Relative poverty is when people can’t pay for the luxury and pleasures which nearly all people have, but complete poverty is when people haven’t the cash to pay for even their most fundamental requirements and, the proof is everywhere.


There are at the moment over 300 food banks in Great Britain and, the figures are soaring each week.  The Red Cross is establishing centres to assist the poor, just as they do in developing nations.


Research published shows that even in thriving regions of the country like London, more than a quarter of its inhabitants are presently living in poverty.

In addition, a new alarming reality is steadily surfacing; a growing number of these poverty households are not contingent on benefits, but where someone is at work.

In the north the first of the Northern Housing Consortium’s surveys just published, presents a destructive picture.  It’s based on 74 households, a tiny specimen but one which generally reflects all households living in the social rented sector.


It discloses that two thirds, after paying for rent and food and, other necessary bills, ends up each week with less than £10, whilst more than a third end up with nothing at all.

A quarter can only pay £20 or less on food per week, how many of the rest of us could sustain oneself on that?  Four fifths of them are in financial debt and, small levels of financial debt.

Some of the responses from people are heartbreaking.  The system is unsympathetic and, people work all their lives and, since work is so hard to obtain, people have to take anything that they can in order to make money to sustain oneself.
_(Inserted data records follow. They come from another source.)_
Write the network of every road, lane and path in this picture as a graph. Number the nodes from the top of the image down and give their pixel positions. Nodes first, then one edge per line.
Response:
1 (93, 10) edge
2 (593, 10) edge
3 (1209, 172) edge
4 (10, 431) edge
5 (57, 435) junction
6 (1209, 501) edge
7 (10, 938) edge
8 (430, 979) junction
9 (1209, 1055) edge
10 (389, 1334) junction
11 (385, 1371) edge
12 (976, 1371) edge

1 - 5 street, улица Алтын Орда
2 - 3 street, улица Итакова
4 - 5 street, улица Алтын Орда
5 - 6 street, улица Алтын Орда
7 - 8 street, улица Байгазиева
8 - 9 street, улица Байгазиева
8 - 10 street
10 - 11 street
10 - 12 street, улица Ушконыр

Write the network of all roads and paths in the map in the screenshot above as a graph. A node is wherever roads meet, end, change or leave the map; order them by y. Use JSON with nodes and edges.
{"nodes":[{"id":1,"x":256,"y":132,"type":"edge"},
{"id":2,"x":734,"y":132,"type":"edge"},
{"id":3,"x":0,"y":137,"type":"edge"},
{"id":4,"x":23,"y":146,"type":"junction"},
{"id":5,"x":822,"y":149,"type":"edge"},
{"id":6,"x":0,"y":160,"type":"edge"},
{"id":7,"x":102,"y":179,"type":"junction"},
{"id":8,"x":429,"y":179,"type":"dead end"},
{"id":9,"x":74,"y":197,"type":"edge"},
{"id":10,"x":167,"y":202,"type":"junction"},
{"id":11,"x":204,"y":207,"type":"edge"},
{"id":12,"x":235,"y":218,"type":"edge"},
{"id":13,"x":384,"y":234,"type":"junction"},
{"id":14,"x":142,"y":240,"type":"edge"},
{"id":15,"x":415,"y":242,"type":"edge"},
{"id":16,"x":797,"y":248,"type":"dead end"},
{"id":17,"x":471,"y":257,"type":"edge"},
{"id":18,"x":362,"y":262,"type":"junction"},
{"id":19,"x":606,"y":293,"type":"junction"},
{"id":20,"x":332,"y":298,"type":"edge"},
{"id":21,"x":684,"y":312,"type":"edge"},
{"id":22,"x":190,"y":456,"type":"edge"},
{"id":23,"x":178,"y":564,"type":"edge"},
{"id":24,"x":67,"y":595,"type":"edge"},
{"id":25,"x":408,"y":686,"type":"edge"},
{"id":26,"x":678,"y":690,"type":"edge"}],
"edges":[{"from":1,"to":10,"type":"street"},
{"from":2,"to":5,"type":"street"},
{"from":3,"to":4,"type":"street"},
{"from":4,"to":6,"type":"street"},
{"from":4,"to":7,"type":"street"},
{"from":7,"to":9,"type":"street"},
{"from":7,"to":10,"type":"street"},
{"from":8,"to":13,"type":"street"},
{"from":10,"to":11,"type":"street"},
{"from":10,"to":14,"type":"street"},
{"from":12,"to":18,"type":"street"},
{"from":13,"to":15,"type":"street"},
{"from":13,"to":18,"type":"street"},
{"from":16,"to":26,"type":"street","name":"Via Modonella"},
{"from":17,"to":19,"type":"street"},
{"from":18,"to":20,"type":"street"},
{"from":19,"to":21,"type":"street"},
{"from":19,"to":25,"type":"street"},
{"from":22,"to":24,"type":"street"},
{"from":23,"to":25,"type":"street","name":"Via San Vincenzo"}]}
If a person was offered three days work, commencing the next day and, did those three days work and, then went to the jobcentre to inform them that they had been paid three days money, they would be fined for not telling them earlier, but of course that person couldn’t have told them sooner because the job was the next day and, there had not been enough time because they had to start so early in the morning.

If a person put a new claim in for benefits and, then received a further three days work it would jumble up all their benefits, and they would get fined each time.

They would have their money stopped, which would means that they would have to dispose and sell things that they had in all likelihood got while being employed just to pay for the bedroom tax and council tax and, eventually all the nice items that they received while working, they would have nothing left, so how can this be fair when all they’re doing is finding work in-between applying for benefits when they’re not in gainful employment.

What makes this so gratuitously brutal for the injured party is that it’s not even necessary.  There is suffering that is being imposed on claimants to save the government money, yet the budget deficit is not diminishing.